Steam Game Recording Now Available to All

Valve has announced that all Sream players can screen record gameplay without using additional software, as this feature is now officially out of beta.


Steam Game Recording entered beta testing this summer but is now available to everyone in the updated Steam client for Windows PCs and Macs (which no longer runs on Windows 7, Windows 8, macOS High Sierra 10.13, and macOS Mojave 10.14).

Open the Steam client and navigate to Settings > Game Recording to use the feature. Your Steam client can automatically record games in the background while you’re playing, making creating gameplay videos for sharing easy (off by default). “There are many ways to use this all-new set of features, from capturing your highlights to documenting entire campaigns,” Valve wrote. “It’s easy to find, clip, and share your gameplay.”

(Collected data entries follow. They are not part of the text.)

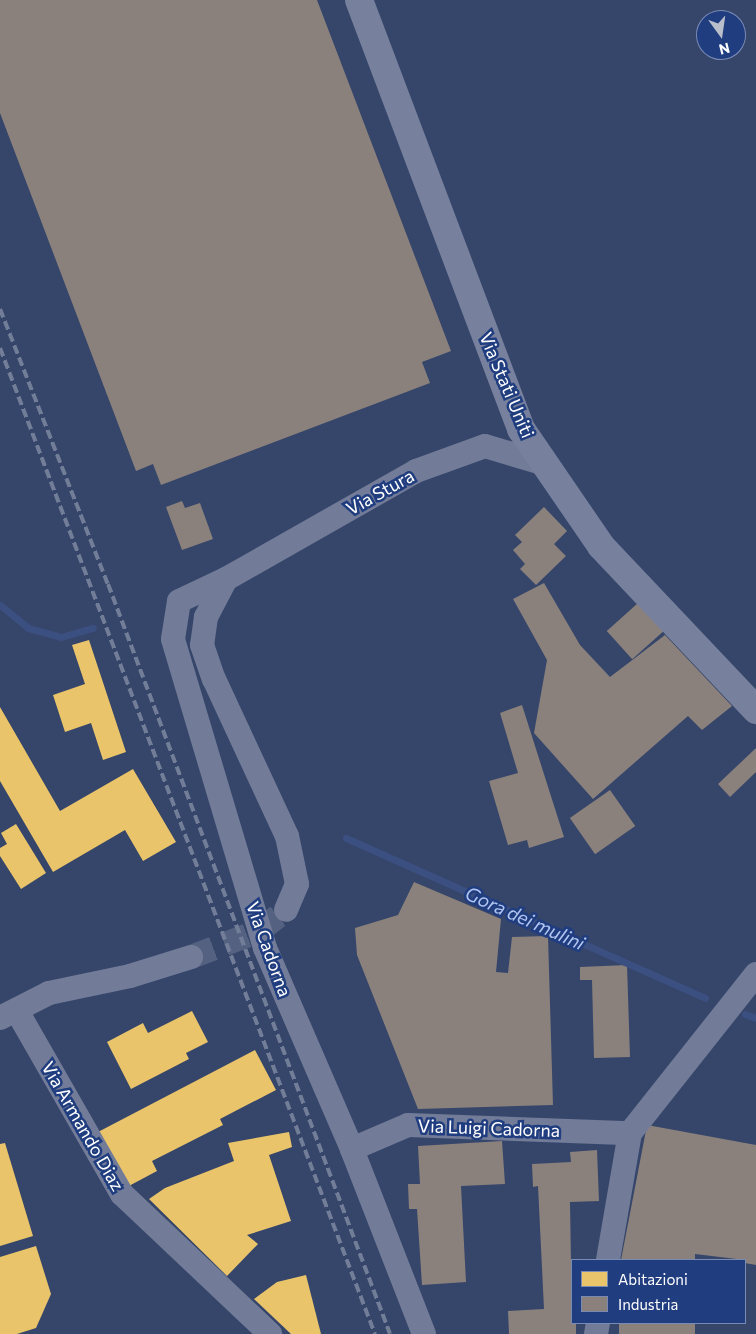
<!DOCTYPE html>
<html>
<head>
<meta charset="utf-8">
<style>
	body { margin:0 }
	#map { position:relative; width:756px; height:1334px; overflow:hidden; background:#36456a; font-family:Commissioner,sans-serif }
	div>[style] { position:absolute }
	.homes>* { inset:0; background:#e9c46a }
	.industry>* { inset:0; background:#8a817c; transform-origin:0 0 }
	.stream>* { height:7px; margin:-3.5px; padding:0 3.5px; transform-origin:3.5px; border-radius:3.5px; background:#3b5081 }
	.street-tunnel>* { height:24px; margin-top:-12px; transform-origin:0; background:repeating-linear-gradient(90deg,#546180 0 24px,transparent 0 36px) }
	.street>* { height:24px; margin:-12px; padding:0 12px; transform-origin:12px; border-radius:12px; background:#727c98 }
	.secondary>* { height:28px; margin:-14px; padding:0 14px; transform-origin:14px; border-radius:14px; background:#77819d }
	.rail>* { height:4px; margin-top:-2px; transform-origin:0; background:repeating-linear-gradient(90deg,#727d98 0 9px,transparent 0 13px) }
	span { translate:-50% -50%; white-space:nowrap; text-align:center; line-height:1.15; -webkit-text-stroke:5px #203d80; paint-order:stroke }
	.street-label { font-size:18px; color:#fff }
	.water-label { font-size:19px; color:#b1c5f0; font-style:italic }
	.legend { position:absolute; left:571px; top:1259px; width:175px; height:65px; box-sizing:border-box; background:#203d80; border:1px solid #798bb3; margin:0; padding:6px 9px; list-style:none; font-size:15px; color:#fff }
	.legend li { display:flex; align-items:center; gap:10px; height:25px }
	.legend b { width:25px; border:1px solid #798bb3 }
	.north { position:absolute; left:696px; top:10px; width:50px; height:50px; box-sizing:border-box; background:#203d80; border:1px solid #798bb3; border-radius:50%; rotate:166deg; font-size:14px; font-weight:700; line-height:20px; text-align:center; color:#fff }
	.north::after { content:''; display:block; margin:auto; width:18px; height:22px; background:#b9becb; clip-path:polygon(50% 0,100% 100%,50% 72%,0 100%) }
</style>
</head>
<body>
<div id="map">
	<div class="homes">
		<i style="clip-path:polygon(89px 640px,126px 752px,103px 760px,91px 723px,65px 732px,53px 695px,85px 684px,72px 645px)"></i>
		<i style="clip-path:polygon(0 707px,60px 811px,133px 769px,176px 842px,143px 861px,125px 830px,53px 872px,0 781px)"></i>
		<i style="clip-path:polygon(16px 824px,46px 873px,21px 889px,0 856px,0 848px,7px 844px,1px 833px)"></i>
		<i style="clip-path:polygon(192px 1011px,208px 1042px,186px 1053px,189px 1059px,131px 1089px,107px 1042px,143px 1023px,148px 1033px)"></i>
		<i style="clip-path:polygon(255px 1050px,276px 1090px,220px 1119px,223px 1125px,152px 1161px,157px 1171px,127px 1187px,98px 1132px)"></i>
		<i style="clip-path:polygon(289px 1132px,292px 1147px,269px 1155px,291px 1221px,247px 1235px,258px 1244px,227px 1276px,149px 1199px,165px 1188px,234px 1161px,228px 1143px)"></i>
		<i style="clip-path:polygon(5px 1143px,33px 1236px,0 1246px,0 1144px)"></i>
		<i style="clip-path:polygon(36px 1246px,51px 1294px,36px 1328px,17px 1334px,0 1334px,0 1257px)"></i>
		<i style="clip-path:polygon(306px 1275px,321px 1334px,291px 1334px,254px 1299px,277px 1282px)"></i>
	</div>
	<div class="industry">
		<i style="clip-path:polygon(0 0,317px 0,451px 351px,422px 362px,430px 383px,161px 485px,153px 464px,136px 471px,0 113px)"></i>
		<i style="clip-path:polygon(182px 501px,185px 508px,200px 503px,213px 539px,182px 550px,166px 507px)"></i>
		<i style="clip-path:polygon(544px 507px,567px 531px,554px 544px,566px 556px,536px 585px,520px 569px,525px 564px,513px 550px,522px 542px,515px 535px)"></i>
		<i style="clip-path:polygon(544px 583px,580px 645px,610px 677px,665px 635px,732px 706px,702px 730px,688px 716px,593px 799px,534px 733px,547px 660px,513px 599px)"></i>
		<i style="left:638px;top:603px;width:38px;height:42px;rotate:48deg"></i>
		<i style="clip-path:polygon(522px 705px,564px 837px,529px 848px,527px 840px,508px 845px,489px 781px,518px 773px,500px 713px)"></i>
		<i style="clip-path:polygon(756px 748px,756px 772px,730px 797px,718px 784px)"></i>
		<i style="left:610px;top:790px;width:44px;height:49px;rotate:55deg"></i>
		<i style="clip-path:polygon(414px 882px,501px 919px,496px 972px,508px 973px,512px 937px,548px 936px,553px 1105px,418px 1109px,357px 955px,355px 928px,398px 915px)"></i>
		<i style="clip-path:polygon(627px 965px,630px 1057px,594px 1058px,592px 980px,580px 980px,580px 967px)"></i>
		<i style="clip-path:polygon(647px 1125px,756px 1145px,756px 1265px,745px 1263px,745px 1260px,695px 1254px,695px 1260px,621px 1260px)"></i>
		<i style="clip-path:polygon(502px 1141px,505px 1184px,461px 1186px,466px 1282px,422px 1285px,417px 1209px,409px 1209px,408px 1184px,420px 1184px,418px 1146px)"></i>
		<i style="clip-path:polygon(597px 1150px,599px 1201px,570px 1202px,572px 1323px,576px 1323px,576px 1334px,509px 1334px,508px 1311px,544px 1309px,538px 1186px,533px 1187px,532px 1164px,571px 1162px,570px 1152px)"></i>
		<i style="left:619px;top:1323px;width:76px;height:11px"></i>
	</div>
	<div class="stream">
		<i style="left:0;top:605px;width:36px;rotate:39deg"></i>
		<i style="left:28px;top:628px;width:34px;rotate:15deg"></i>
		<i style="left:61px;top:637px;width:33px;rotate:-16deg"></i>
		<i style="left:346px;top:838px;width:393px;rotate:24deg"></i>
		<i style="left:745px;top:1014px;width:12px;rotate:20deg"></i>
	</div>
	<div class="street-tunnel">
		<i style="left:191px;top:957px;width:73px;rotate:-20.9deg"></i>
		<i style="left:259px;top:931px;width:34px;rotate:-38deg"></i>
	</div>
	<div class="street">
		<i style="left:226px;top:579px;width:43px;rotate:117.8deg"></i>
		<i style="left:206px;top:617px;width:28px;rotate:98deg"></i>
		<i style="left:202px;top:645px;width:36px;rotate:71deg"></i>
		<i style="left:214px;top:679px;width:173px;rotate:65.1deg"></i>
		<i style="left:287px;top:836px;width:49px;rotate:78.2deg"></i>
		<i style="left:297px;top:884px;width:28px;rotate:113deg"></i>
		<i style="left:17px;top:1011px;width:211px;rotate:60.2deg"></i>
		<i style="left:122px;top:1194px;width:204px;rotate:43.4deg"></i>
		<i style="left:0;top:1018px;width:55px;rotate:-27deg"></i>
		<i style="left:49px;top:993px;width:83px;rotate:-11.9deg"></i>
		<i style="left:130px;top:976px;width:64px;rotate:-17.3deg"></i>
		<i style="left:352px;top:1149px;width:61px;rotate:-23.2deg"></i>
		<i style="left:408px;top:1125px;width:222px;rotate:2.1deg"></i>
		<i style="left:608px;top:1260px;width:129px;rotate:-80.2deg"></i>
		<i style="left:630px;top:1133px;width:203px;rotate:-51.6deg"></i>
		<i style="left:424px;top:1334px;width:199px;rotate:-111.3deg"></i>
		<i style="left:352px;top:1149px;width:219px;rotate:-113.4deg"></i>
		<i style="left:265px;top:948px;width:322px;rotate:-106.6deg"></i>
		<i style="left:173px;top:639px;width:38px;rotate:-81deg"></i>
		<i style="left:179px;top:601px;width:52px;rotate:-25.1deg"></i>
		<i style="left:226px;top:579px;width:219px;rotate:-29.6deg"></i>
		<i style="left:416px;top:471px;width:73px;rotate:-19.9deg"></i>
		<i style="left:485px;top:446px;width:63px;rotate:16.7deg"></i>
		<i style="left:596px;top:1334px;width:11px;rotate:-80deg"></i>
	</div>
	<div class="secondary">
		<i style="left:359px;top:0;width:459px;rotate:69.3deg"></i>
		<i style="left:521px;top:429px;width:142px;rotate:55.6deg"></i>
		<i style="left:601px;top:546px;width:226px;rotate:46.6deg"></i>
	</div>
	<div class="rail">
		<i style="left:0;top:309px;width:295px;rotate:68.6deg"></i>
		<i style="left:108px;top:584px;width:801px;rotate:69.39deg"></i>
		<i style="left:0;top:348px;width:1055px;rotate:69.18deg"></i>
	</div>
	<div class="street-label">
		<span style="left:507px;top:385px;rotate:67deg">Via Stati Uniti</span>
		<span style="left:380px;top:492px;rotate:-29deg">Via Stura</span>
		<span style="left:269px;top:949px;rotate:70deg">Via Cadorna</span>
		<span style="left:83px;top:1126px;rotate:60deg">Via Armando Diaz</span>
		<span style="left:489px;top:1128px;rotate:2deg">Via Luigi Cadorna</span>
	</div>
	<div class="water-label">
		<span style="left:525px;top:918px;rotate:24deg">Gora dei mulini</span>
	</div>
	<ul class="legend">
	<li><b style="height:14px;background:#e9c46a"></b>Abitazioni</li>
	<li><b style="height:14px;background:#8a817c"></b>Industria</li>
	</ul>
	<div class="north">N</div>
</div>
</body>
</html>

Or, start and stop a screen recording session manually by pressing Ctrl + F11. There are options to restrict screencast length, quality, and storage space. You can find your recordings in the Steam Overlay as MP4 video files and share them via links disguised as QR codes.


Your game records even have markers to quickly jump to specific events, like achievements earned or screenshots captured. Compatible games can add specific markers to the timeline, like when you finish a boss fight or a new round starts. Dota 2 and Counter-Strike 2 are the first games with timeline marker support, and more will come over time.

Valve

Steam Game Recording takes advantage of NVIDIA and AMD graphics cards to record gameplay without taking too many resources away from the title being played. However, that depends on the actual game, your machine configuration, and other factors. “When run on systems without those graphics cards, the systems CPU is used to create video recordings which may cause a noticeable performance impact on those systems,” Valve cautioned.

This feature isn’t limited to Steam; you can also record games on your Steam Deck to internal storage or an SD card. For further information, visit Valve’s Game Recording page.


This Steam update includes other new features aside from game recording, including per-game settings, a new view bringing recordings and screenshots manager with game-specific tags and data, support for AV1 video streaming for Remote Play on high-end systems, support for wired Xbox controllers on macOS Sequoia, and more.